AVAILABLE DATA:
********

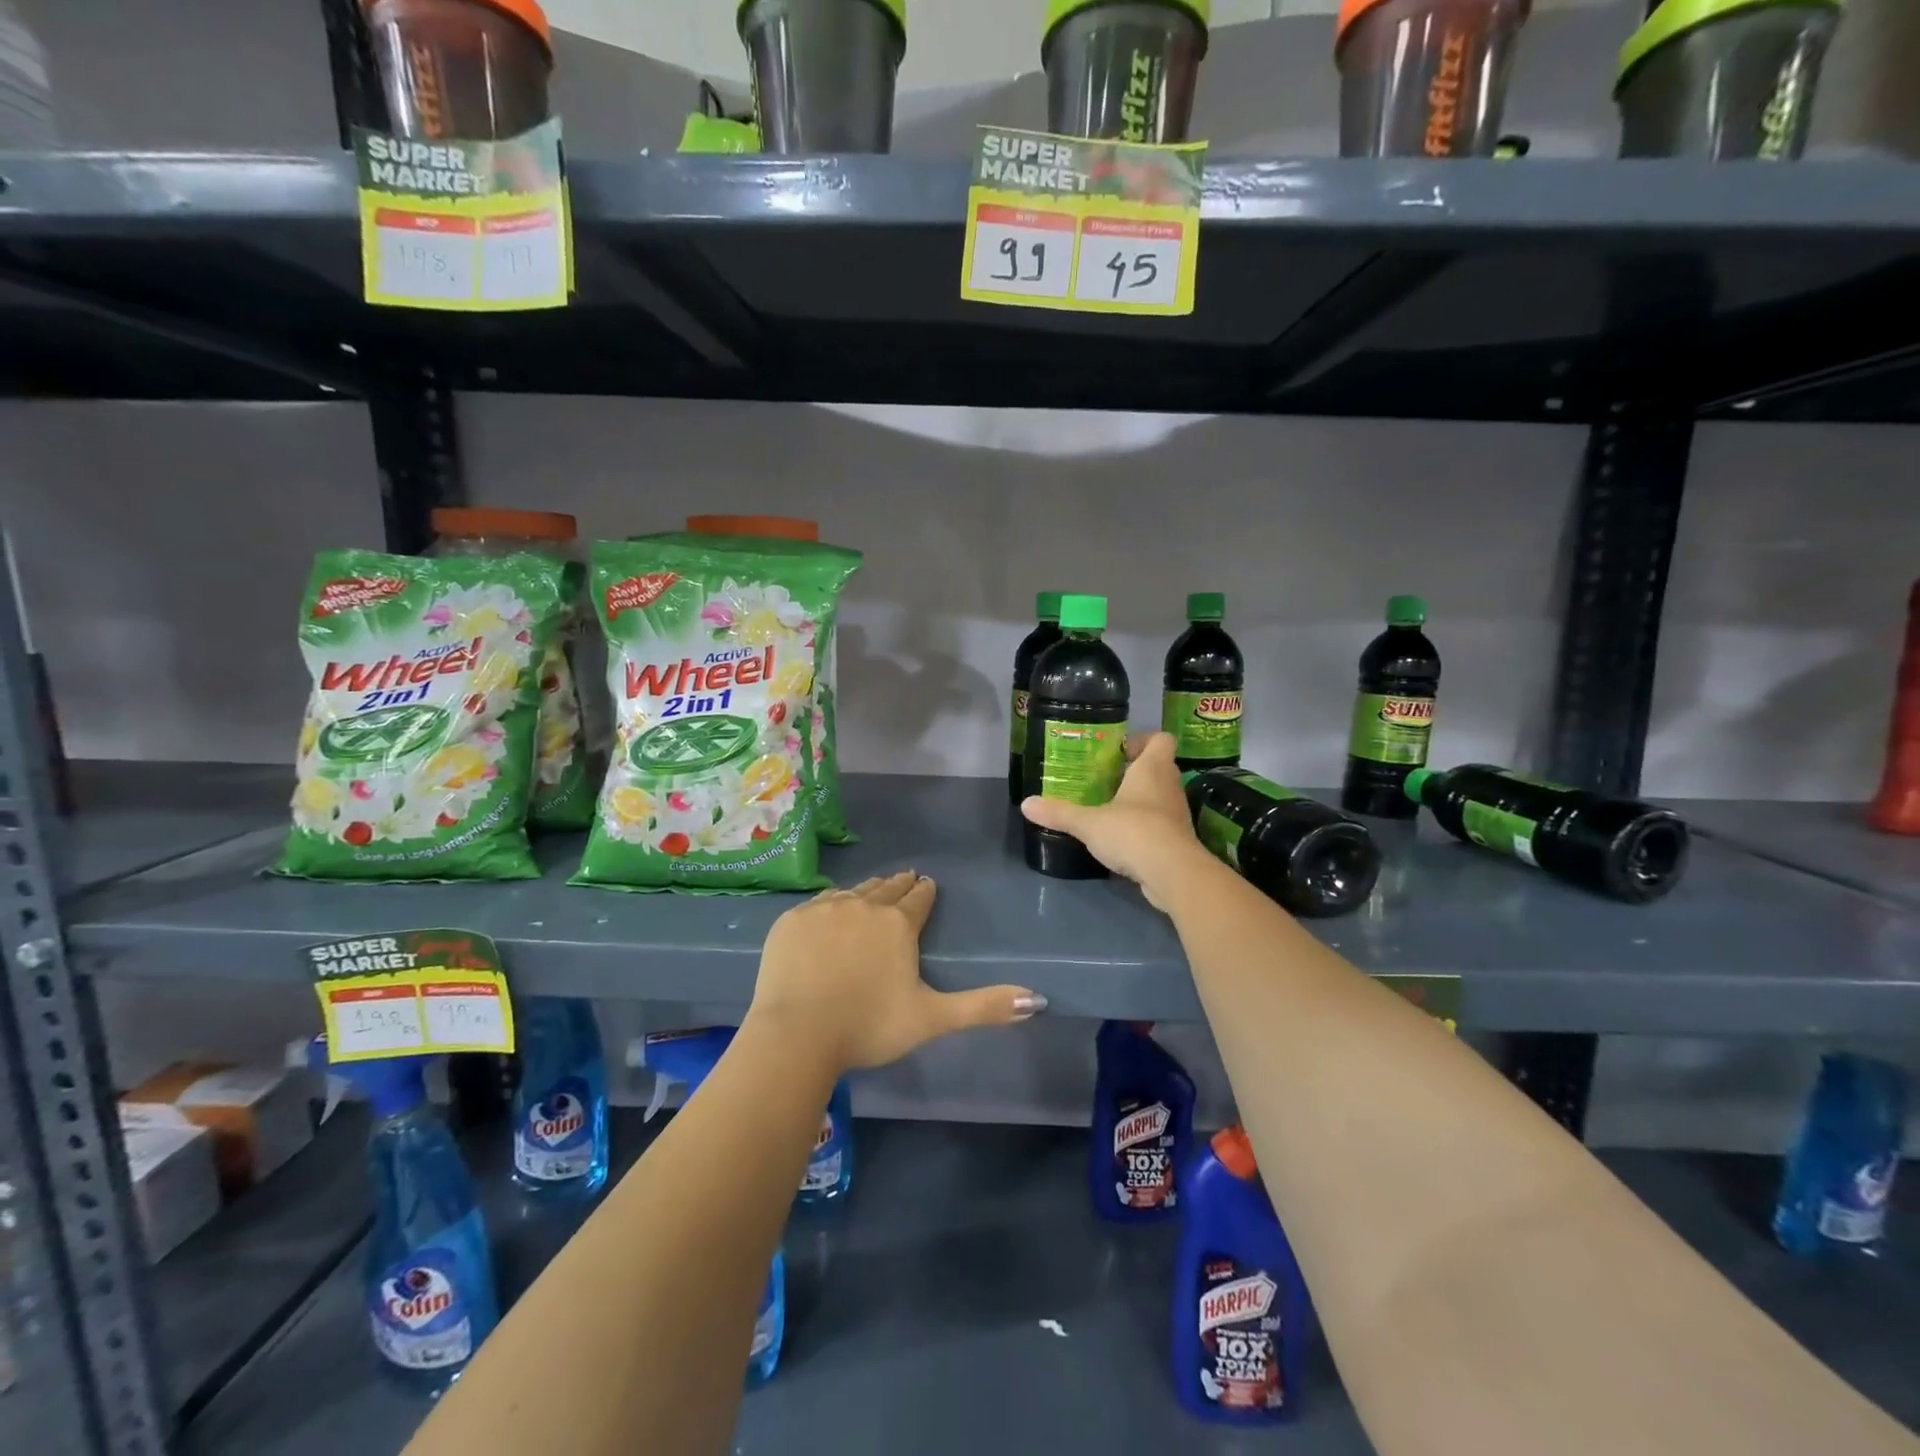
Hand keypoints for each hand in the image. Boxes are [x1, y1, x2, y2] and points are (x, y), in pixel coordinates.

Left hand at [746, 870, 1045, 1073]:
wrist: (797, 1034)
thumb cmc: (869, 1026)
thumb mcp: (932, 1018)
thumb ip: (984, 1006)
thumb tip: (1038, 999)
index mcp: (898, 924)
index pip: (919, 898)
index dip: (925, 892)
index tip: (927, 884)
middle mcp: (863, 905)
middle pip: (886, 888)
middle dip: (898, 885)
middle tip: (904, 879)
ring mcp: (824, 909)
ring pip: (852, 891)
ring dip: (866, 891)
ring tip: (871, 891)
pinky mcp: (792, 921)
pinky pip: (818, 902)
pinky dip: (830, 903)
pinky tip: (830, 909)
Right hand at [1020, 732, 1212, 910]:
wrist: (1173, 873)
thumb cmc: (1133, 832)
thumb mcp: (1089, 822)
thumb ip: (1059, 812)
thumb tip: (1026, 804)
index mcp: (1152, 768)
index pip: (1161, 739)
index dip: (1142, 741)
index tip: (1118, 752)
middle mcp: (1169, 785)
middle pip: (1158, 767)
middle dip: (1133, 771)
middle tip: (1104, 780)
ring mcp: (1177, 814)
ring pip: (1160, 796)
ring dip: (1139, 800)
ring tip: (1109, 808)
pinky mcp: (1178, 840)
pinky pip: (1161, 823)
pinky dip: (1144, 826)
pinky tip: (1121, 838)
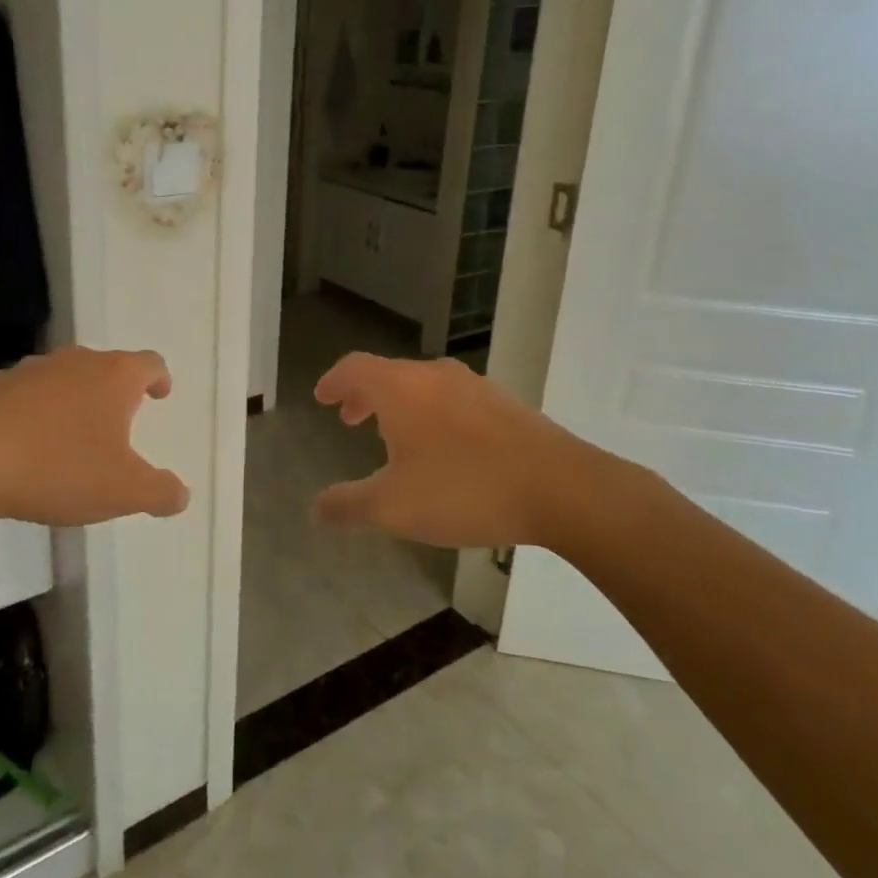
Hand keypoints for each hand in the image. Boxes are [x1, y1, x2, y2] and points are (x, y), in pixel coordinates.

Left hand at [0, 346, 189, 526]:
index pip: (149, 363)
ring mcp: (30, 370)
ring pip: (64, 377)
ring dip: (73, 399)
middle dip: (115, 390)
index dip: (159, 378)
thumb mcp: (123, 491)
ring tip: (71, 435)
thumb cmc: (59, 468)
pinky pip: (24, 394)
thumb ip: (160, 492)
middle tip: (118, 420)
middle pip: (106, 366)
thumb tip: (180, 495)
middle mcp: (75, 362)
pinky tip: (25, 442)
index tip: (160, 393)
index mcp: (114, 377)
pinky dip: (34, 411)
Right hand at [312, 353, 641, 549]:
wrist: (562, 488)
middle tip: (350, 418)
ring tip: (395, 437)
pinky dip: (432, 414)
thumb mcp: (394, 508)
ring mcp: (475, 386)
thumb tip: (316, 509)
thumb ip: (349, 506)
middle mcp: (435, 375)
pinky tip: (444, 450)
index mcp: (400, 388)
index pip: (354, 368)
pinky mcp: (506, 404)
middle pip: (388, 374)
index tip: (322, 397)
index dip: (334, 381)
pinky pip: (453, 400)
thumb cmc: (465, 490)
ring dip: (400, 406)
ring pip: (423, 386)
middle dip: (364, 395)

********

YOUR ASSIGNMENT: Would you please reproduce the entries above, starting at the line with "ring tip: (1109, 808)" and stopping after the line with "middle mcp: (75, 362)"? Omit any pictures.

SOLUTION:
ring tip: (1109, 808)
pinky mcp: (1178, 840)
pinky pip: (1161, 823)
pinky dip: (1144, 826)
pinky tip: (1121, 838)
Hand keypoints for each hand in the image. Boxes are [x1, y1, x2, y2] and points are (x, y), in pixel coordinates.

Left hand at [0, 346, 189, 526]:
index pip: (149, 363)
ring mcp: (30, 370)
ring pip: (64, 377)
ring dip: (73, 399)
middle dip: (115, 390)
index dip: (159, 378)
thumb mcp: (123, 491)
ring tip: (71, 435)
thumb cmc: (59, 468)
pinky pip: (24, 394)
thumb ip: (160, 492)
middle tip: (118, 420)
middle pip: (106, 366)
thumb tip: (180, 495)
middle mcp: (75, 362)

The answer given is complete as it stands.